(Stored data entries)
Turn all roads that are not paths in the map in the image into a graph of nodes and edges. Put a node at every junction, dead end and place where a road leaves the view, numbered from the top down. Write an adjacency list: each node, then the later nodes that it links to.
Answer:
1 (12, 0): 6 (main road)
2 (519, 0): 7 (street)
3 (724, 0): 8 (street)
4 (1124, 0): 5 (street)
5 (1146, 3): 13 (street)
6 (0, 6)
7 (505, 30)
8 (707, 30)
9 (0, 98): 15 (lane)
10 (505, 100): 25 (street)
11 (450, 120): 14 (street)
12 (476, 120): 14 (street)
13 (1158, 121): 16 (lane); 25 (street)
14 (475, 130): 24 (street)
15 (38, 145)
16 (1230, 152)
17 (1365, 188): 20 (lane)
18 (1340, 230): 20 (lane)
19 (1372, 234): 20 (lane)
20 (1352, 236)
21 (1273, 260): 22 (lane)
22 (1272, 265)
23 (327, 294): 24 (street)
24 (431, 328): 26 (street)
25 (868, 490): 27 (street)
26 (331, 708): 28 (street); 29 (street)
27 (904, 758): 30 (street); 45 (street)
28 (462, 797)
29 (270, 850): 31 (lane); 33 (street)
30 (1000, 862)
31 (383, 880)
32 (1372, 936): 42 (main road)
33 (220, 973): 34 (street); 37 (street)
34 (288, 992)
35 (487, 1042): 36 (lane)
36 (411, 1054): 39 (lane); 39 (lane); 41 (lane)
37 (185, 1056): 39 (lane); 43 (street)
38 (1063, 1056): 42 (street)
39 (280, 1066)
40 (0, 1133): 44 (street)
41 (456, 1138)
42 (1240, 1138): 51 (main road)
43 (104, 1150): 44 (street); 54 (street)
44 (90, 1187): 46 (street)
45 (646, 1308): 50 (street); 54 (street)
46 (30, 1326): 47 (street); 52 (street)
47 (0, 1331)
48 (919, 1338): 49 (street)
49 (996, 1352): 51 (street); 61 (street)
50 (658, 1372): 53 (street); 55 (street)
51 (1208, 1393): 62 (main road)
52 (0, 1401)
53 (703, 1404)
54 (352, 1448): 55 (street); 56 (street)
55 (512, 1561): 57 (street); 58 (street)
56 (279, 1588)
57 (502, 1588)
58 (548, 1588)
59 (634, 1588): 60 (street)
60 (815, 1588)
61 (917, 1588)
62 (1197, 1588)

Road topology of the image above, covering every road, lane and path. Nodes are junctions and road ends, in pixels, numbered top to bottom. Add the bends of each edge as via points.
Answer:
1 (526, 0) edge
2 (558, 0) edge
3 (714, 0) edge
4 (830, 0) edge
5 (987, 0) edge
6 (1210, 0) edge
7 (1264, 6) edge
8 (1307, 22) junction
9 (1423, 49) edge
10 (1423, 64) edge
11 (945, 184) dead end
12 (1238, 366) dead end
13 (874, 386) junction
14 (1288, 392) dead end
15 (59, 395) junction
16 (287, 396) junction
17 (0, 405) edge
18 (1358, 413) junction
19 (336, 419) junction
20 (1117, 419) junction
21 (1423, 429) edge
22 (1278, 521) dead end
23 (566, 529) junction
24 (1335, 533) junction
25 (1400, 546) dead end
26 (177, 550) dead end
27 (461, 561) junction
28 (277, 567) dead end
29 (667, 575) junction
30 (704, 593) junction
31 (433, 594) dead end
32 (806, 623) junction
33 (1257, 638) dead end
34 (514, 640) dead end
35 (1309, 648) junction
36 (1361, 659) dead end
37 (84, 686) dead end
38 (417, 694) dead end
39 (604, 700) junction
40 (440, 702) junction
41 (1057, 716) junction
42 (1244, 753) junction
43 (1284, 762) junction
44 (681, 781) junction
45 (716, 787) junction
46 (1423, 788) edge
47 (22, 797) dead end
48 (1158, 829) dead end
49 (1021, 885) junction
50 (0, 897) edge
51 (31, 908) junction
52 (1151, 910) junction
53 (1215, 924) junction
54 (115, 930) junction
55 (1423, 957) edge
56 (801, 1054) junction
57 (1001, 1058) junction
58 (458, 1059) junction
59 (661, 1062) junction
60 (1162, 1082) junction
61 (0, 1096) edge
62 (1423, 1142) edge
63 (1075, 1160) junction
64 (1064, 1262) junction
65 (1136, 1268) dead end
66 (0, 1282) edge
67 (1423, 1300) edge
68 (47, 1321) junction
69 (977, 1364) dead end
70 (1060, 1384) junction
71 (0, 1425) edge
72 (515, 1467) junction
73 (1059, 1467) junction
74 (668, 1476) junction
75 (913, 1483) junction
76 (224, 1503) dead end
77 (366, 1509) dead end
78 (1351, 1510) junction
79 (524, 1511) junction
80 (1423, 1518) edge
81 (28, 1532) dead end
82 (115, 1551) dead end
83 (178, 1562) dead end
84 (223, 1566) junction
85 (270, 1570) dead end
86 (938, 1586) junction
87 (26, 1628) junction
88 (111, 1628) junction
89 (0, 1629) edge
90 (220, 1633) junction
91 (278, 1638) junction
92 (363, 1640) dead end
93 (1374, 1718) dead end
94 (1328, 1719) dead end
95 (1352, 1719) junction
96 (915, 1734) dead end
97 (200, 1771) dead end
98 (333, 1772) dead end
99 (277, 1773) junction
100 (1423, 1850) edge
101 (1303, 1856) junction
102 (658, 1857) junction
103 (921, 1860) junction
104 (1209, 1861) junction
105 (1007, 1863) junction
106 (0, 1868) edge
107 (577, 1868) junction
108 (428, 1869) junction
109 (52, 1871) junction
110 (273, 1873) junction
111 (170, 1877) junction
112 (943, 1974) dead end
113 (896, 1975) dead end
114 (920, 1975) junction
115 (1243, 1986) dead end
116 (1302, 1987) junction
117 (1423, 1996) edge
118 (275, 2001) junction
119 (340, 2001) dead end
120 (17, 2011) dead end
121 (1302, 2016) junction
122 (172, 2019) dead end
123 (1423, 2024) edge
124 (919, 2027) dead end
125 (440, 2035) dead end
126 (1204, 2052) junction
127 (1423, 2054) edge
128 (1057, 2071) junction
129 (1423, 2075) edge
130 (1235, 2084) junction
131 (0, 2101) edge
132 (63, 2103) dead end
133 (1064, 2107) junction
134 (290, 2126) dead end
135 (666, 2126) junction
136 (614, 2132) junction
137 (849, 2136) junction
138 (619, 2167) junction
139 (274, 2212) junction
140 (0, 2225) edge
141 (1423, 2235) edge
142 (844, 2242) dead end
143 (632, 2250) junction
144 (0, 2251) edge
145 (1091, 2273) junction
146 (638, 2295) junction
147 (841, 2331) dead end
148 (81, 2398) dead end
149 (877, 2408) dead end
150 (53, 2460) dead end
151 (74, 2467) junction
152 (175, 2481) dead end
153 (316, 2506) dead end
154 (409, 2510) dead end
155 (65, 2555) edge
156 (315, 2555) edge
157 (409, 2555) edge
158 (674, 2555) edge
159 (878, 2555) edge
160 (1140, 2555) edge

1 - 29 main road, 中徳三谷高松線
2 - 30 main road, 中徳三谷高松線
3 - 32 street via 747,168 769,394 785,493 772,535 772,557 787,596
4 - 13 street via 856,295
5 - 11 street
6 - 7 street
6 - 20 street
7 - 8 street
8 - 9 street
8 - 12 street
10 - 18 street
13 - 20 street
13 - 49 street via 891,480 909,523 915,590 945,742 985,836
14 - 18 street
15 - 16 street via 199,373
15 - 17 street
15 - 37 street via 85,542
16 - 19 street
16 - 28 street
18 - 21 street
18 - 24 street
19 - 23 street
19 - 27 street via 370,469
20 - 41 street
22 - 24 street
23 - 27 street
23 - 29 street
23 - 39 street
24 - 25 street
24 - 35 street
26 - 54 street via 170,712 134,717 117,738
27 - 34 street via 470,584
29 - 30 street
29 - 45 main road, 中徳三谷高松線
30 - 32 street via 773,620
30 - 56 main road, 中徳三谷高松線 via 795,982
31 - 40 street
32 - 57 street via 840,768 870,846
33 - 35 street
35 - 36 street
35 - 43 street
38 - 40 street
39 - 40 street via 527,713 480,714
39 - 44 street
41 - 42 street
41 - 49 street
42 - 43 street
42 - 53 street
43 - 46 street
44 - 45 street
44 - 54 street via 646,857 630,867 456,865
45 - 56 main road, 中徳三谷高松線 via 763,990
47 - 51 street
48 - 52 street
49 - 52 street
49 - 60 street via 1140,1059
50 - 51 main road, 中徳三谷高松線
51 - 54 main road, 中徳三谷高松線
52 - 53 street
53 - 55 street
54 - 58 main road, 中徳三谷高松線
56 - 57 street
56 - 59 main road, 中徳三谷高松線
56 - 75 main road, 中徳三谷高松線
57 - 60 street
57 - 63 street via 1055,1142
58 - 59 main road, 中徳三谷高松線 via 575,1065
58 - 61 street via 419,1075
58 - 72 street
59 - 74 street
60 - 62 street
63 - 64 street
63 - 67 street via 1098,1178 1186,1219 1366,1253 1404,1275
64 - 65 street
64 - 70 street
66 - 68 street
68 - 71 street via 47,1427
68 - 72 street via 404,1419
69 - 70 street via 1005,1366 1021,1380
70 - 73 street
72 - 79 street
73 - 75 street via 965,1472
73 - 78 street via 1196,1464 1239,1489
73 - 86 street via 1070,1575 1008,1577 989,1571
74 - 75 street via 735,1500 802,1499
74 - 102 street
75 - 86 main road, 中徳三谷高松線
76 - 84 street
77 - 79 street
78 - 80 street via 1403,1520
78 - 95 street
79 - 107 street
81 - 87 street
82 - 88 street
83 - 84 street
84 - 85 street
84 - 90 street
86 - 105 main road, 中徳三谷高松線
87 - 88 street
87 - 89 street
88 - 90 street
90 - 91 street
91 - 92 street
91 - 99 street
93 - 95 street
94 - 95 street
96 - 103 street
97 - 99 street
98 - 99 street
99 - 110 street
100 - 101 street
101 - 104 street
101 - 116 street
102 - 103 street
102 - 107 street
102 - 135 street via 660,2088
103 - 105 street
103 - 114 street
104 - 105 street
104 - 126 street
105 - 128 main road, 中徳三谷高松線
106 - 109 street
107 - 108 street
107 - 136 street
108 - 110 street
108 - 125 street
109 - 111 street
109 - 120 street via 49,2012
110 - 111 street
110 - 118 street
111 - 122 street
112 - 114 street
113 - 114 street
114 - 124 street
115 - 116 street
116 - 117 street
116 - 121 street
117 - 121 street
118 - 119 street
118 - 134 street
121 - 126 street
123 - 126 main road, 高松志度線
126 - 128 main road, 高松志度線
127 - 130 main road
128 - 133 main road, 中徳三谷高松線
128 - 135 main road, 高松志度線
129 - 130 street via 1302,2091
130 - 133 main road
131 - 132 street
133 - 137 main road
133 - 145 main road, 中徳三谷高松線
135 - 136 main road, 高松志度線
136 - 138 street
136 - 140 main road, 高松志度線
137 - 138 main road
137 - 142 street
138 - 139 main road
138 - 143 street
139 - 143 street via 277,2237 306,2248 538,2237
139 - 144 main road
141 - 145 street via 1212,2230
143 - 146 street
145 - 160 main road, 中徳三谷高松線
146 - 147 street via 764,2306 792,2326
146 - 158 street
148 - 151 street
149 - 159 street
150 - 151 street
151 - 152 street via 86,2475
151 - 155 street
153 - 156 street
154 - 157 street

DIRECTIONS FOR THIS TASK -
Looking only at the data above, say how many of its lines contain the string "高松志度線", and nothing more.

WORKED SOLUTION -
5